Exercise ▸
If a line in the records below contains the word "Hill", copy it.

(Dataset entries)
┄┄┄┄┄┄┄┄┄┄

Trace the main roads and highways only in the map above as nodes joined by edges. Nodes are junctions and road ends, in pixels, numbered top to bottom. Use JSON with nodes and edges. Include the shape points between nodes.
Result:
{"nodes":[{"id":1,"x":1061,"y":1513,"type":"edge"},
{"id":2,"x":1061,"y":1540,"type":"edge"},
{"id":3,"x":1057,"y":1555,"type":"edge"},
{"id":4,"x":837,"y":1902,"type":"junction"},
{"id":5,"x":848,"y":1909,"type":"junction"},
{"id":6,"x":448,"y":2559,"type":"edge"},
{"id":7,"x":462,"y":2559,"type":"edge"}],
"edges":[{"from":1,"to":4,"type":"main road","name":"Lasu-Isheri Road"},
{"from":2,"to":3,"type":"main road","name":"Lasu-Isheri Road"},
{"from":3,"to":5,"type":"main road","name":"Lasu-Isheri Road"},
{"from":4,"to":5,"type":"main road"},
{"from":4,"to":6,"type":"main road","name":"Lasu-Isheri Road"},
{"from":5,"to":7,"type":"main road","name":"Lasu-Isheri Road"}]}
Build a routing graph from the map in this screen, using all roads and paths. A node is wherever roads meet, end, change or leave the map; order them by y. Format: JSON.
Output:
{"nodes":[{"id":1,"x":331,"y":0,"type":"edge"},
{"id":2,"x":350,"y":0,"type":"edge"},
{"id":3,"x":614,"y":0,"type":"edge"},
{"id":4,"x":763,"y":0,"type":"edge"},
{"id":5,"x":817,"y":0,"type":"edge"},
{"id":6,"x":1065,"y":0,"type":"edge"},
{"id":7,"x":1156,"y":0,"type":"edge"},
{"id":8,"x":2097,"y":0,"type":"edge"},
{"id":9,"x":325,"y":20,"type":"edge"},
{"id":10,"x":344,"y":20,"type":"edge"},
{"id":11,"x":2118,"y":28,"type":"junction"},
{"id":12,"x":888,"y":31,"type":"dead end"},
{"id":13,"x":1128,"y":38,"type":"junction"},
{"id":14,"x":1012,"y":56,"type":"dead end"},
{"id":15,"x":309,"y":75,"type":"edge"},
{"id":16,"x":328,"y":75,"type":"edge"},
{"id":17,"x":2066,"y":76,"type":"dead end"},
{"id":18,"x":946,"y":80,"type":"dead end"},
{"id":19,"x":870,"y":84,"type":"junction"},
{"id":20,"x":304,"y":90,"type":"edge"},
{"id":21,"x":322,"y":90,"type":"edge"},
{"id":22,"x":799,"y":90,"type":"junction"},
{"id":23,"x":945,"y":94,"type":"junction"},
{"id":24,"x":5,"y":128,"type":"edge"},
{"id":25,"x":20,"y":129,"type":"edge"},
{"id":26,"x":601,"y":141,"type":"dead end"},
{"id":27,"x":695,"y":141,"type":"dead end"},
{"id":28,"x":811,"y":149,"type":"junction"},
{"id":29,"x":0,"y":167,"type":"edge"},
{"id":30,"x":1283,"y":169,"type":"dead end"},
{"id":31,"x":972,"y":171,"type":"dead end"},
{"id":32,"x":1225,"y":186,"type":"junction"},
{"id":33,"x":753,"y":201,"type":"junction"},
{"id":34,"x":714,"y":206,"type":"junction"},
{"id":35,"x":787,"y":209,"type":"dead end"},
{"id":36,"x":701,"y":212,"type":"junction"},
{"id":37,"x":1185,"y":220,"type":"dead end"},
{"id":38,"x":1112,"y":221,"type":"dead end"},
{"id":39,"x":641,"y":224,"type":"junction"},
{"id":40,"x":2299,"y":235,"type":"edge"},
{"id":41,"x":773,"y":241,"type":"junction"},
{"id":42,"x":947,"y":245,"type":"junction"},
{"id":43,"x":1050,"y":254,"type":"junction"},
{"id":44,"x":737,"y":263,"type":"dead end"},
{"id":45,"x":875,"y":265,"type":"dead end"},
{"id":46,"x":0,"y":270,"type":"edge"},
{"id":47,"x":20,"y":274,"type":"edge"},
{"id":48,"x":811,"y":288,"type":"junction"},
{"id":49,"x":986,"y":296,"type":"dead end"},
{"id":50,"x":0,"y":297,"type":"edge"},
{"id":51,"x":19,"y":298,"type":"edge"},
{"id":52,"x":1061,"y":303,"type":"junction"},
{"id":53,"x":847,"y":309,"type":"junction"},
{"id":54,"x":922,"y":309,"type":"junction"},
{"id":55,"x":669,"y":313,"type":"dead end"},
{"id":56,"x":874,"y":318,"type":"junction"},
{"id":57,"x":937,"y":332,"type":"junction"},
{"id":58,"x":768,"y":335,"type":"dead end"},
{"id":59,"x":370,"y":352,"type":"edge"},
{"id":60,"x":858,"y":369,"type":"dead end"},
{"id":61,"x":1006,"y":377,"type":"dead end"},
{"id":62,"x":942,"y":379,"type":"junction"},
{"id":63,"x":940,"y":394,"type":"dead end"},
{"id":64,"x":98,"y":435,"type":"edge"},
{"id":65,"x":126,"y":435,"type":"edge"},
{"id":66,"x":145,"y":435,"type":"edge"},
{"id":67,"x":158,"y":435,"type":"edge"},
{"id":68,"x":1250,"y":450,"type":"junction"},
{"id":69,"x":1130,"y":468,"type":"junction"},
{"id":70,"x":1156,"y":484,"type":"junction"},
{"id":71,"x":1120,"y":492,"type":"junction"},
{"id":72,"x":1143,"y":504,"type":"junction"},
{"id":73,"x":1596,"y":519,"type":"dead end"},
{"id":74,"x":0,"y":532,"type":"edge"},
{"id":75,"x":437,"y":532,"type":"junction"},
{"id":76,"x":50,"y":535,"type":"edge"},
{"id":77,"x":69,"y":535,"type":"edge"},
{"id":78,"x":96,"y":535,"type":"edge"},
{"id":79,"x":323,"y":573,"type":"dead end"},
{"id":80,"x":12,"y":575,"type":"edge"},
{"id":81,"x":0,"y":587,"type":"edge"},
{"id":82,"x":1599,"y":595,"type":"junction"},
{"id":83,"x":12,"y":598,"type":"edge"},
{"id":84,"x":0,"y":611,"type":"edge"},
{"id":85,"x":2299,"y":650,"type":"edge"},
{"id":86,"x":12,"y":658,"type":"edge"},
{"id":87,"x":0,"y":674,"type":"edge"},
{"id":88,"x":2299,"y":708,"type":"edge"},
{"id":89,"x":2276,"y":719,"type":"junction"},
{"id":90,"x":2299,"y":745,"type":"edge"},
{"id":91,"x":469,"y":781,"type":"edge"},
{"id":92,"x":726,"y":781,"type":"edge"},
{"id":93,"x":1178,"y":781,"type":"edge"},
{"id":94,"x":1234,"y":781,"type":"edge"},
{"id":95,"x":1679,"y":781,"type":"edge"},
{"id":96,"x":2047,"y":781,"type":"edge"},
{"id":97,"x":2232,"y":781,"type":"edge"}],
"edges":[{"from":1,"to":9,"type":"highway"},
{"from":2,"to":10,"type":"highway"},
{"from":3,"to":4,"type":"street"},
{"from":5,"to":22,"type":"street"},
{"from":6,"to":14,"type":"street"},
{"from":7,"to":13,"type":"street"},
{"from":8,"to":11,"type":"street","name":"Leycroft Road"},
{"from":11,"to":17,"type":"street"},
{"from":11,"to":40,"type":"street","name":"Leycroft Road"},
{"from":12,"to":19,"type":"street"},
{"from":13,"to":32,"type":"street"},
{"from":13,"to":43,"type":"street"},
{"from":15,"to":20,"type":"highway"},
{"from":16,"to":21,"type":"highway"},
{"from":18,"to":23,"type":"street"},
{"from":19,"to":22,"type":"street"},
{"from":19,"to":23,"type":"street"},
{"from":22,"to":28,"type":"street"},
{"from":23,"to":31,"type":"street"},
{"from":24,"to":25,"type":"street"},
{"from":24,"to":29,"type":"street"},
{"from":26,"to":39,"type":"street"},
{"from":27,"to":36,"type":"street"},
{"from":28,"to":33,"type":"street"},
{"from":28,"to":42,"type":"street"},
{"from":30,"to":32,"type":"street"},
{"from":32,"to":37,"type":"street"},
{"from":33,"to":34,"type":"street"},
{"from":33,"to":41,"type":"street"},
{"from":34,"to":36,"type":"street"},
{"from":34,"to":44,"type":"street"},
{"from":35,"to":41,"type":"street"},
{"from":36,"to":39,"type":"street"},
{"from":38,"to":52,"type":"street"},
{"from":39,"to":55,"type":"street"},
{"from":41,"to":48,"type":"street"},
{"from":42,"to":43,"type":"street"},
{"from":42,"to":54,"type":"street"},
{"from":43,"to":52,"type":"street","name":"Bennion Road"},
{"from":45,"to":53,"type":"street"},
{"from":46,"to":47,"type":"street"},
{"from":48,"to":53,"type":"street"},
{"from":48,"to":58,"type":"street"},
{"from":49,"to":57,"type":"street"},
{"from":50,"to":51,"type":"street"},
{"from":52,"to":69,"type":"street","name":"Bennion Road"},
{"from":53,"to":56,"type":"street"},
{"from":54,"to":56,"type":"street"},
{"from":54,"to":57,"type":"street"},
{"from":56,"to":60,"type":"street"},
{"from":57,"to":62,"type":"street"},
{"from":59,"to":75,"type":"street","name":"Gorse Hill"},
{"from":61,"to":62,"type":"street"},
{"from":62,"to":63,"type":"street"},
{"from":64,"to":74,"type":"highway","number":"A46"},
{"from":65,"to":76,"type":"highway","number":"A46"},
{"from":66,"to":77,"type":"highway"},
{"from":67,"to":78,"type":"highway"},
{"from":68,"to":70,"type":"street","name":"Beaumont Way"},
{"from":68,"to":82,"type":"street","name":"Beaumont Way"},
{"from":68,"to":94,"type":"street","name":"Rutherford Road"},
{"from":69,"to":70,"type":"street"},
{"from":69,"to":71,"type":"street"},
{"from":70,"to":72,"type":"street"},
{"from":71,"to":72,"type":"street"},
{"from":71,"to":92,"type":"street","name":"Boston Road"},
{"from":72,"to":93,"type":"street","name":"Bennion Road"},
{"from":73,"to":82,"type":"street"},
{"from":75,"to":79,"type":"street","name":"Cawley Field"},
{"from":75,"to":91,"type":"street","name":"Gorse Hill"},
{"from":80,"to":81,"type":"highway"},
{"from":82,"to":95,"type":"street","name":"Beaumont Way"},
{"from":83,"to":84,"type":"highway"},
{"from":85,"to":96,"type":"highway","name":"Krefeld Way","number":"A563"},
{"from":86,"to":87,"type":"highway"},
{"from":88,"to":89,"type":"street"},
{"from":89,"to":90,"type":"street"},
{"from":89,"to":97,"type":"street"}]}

┄┄┄┄┄┄┄┄┄┄

Task response ▸
{"from":59,"to":75,"type":"street","name":"Gorse Hill"},
{"from":75,"to":91,"type":"street","name":"Gorse Hill"},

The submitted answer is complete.